Creep is a nonlinear phenomenon inherent to piezoactuators that results in drift over time in the output displacement despite fixed applied voltage; severely impacting slow-pace/start-from-previous-stop operations. To reduce this drift, the piezoelectric actuator should operate relatively fast and in a relatively short time interval [11]. However, even more accuracy is needed in many applications, e.g., while the measuring operation in scanning probe microscopes, the measuring sample should completely stay still without small movement, otherwise, the measured image will be distorted [6]. Another remedy can be using feedback methods. Nevertheless, these are not implementable in many situations as several displacement sensors should be mounted on the system, which is not always possible [11]. Therefore, precise modelling of the creep phenomenon is of great importance, whereas feedback methods can still be employed for further improvement in positioning. While Hysteresis is typically affecting all trajectories (operation speeds) and therefore is well studied [5, 16], the creep is typically left unmodelled/unquantified in most nanopositioning literature [7, 15]. With the advent of soft actuators, creep modelling has also seen renewed interest [8, 14].

Extensive research efforts have focused on the mathematical modelling and open-/closed-loop compensation of the performance-limiting creep dynamics. Most modelling and control techniques proposed thus far lie within the span of integer-order calculus, categorized as: (i) logarithmic model [12], and (ii) linear time-invariant (LTI) model [17]. Recently, fractional-order (FO) calculus has emerged as a viable candidate capable of furnishing further improvements in the state-of-the-art in nanopositioning by allowing the formulation of improved models and controller designs [13]. Considering the PEA as a resistocaptance, a fractional-order model for creep phenomenon is proposed in [11]. In [10], another fractional-order model is presented by employing a physics-based fractional-order Maxwell resistive capacitor approach, and in [9], a simplified phenomenon-based fractional-order creep model is proposed.

In this paper, the integer-order and fractional-order modelling approaches describing the creep phenomenon are presented and numerically compared. Furthermore, experimental results are employed to further validate the fractional-order models, and demonstrate the superiority of this kind of modelling. Summarizing, the main contributions of this paper are (i) making a comparison between integer- and fractional-order models for creep, and (ii) validating a creep fractional-order model with experimental data.

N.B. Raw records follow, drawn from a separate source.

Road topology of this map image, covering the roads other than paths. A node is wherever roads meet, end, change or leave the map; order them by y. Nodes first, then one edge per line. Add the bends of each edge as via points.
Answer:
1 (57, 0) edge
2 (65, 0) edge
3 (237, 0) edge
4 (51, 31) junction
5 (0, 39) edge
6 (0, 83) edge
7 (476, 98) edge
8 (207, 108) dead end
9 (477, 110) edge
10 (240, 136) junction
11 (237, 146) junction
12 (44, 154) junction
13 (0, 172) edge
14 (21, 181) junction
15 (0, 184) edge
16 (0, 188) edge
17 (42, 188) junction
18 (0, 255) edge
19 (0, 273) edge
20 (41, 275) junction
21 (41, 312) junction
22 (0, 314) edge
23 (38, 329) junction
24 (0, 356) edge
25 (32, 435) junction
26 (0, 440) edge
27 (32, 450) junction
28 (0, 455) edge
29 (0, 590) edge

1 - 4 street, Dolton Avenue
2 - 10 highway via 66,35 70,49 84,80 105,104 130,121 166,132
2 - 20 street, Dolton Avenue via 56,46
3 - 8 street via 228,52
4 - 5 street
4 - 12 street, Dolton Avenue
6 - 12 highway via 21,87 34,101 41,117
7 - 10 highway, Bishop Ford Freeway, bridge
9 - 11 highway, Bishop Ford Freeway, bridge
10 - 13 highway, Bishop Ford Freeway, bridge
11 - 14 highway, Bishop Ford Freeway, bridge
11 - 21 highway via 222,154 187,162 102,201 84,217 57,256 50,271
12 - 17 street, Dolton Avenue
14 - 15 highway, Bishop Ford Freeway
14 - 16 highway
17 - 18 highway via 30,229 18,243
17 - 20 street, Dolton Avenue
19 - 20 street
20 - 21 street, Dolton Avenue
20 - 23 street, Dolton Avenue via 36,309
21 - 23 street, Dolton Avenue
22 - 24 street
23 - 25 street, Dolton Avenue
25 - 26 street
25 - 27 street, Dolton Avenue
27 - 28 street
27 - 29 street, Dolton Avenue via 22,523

The paper is organized as follows. In Sect. 2, two integer-order creep models as well as a fractional-order creep model are presented. Section 3 describes the experimental platform employed to record creep data that is subsequently used to quantify the accuracy of the three creep models being quantified in this work. Furthermore, the parameter choices of each model are explained and illustrative comparison is presented. Section 4 concludes this paper.

2 Creep Models

2.1 Integer-Order Logarithmic Model

In the logarithmic model, the output displacement y(t) at time t is described with the following linear equation as a function of the logarithmic scaled time [11]:

$$\begin{aligned} y(t)=y_1(1+\gamma log \frac{t}{t_1}), \end{aligned}$$
(1)

with \(y_1\) the displacement at time \(t_1\) that is the time after which the creep occurs, and the constant \(\gamma \) specifies the creep rate.

2.2 Integer-Order Linear Time Invariant (LTI) Model

The LTI model considers a series of \(n+1\) springs and n dampers to model the creep response. Consequently, the transfer function between the output response Y(s) and the input voltage U(s) is given by [11]:

$$\begin{aligned} G_c(s) = \frac{Y(s)}{U(s)}= \frac{1}{k_0} + \sum _{i=1}^{n} \frac{1}{c_i s+ k_i}, \end{aligned}$$
(2)

where \(c_i, \, i=1,...,n\) are the damping coefficients and \(k_i, \, i=0,...,n\) are the stiffness constants of the springs.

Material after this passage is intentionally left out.